▶ ASSIGNED TASK:
Go through the material below and copy each line where the word "Dorchester" appears.

▶ EXERCISE INPUTS:
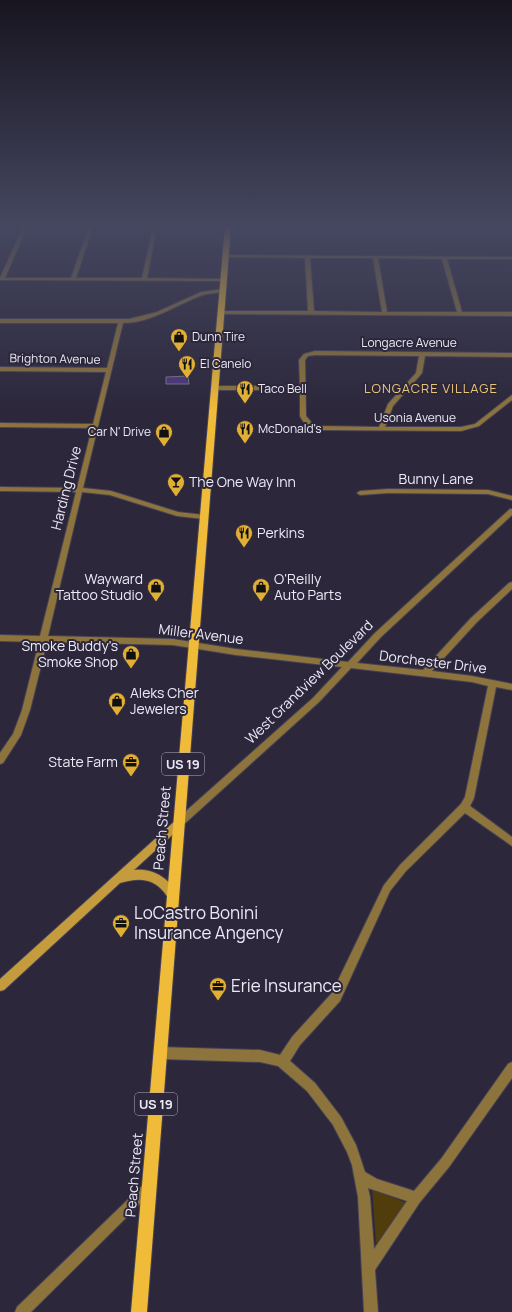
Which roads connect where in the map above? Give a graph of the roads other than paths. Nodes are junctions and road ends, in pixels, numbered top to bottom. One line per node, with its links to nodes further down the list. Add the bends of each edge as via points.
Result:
1 (309, 288): 6 (street)
2 (381, 288): 7 (street)
3 (453, 288): 8 (street)
4 (223, 291): 5 (main road, Peach Street / US 19); 11 (street, via 203,293 159,313)
5 (221, 312): 6 (street); 16 (main road, Peach Street / US 19)
6 (311, 312): 7 (street)
7 (385, 313): 8 (street)
8 (460, 314): 9 (street)
9 (512, 314)
10 (0, 321): 11 (street)
11 (121, 321): 15 (street, Harding Drive)
12 (422, 355): 13 (street, Longacre Avenue); 17 (street, Longacre Avenue, via 306,355 302,360); 21 (street, via 418,373 390,405)
13 (512, 355)
14 (0, 369): 15 (street, Brighton Avenue)
15 (109, 370): 20 (street, Harding Drive)
16 (214, 388): 17 (street); 27 (main road, Peach Street / US 19)
17 (302, 388): 21 (street, Usonia Avenue, via 303,416 309,425 326,429)
18 (512, 397): 21 (street, Usonia Avenue, via 483,421 470,427 452,430)
19 (0, 425): 20 (street)
20 (95, 426): 23 (street, Harding Drive)
21 (381, 429)
22 (0, 489): 23 (street)
23 (79, 490): 27 (street, via 111,494 171,513); 30 (street, Harding Drive)
24 (360, 493): 25 (street, Bunny Lane, via 488,492)
25 (512, 498)
26 (512, 511): 32 (street, West Grandview Boulevard)
27 (204, 517): 31 (main road, Peach Street / US 19)
28 (512, 585): 33 (street, via 474,620)
29 (0, 638): 30 (street, Miller Avenue)
30 (44, 639): 31 (street, Miller Avenue, via 173,642); 36 (street, Harding Drive, via 17,735)
31 (193, 646): 32 (street, Miller Avenue); 38 (main road, Peach Street / US 19)
32 (349, 664): 33 (street, Dorchester Drive); 38 (street, West Grandview Boulevard, via 316,700)
33 (424, 674): 34 (street, Dorchester Drive)
34 (493, 683): 35 (street, Dorchester Drive); 37 (street, via 469,798)
35 (512, 687)
36 (0, 760)
37 (464, 807): 39 (street); 44 (street, via 403,868 387,888 336,997 296,1041)
38 (179, 823): 40 (street, West Grandview Boulevard); 41 (main road, Peach Street / US 19)
39 (512, 842)
40 (116, 880): 41 (street, via 136,874 149,875 161,881); 42 (street, West Grandview Boulevard)
41 (173, 896): 43 (main road, Peach Street / US 19)
42 (0, 986)
43 (160, 1053): 44 (street, via 260,1056); 47 (main road, Peach Street / US 19)
44 (282, 1062): 46 (street, via 311,1087 337,1121 352,1149)
45 (512, 1068): 48 (street, via 445,1163)
46 (361, 1176): 48 (street, via 374,1184); 49 (street)
47 (149, 1187): 50 (street); 51 (main road, Peach Street / US 19)
48 (416, 1198): 49 (street)
49 (368, 1268): 52 (street)
50 (22, 1312)
51 (139, 1312)
52 (371, 1312)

▶ ANSWER FOR THIS EXERCISE:
32 (349, 664): 33 (street, Dorchester Drive); 38 (street, West Grandview Boulevard, via 316,700)
33 (424, 674): 34 (street, Dorchester Drive)
34 (493, 683): 35 (street, Dorchester Drive); 37 (street, via 469,798)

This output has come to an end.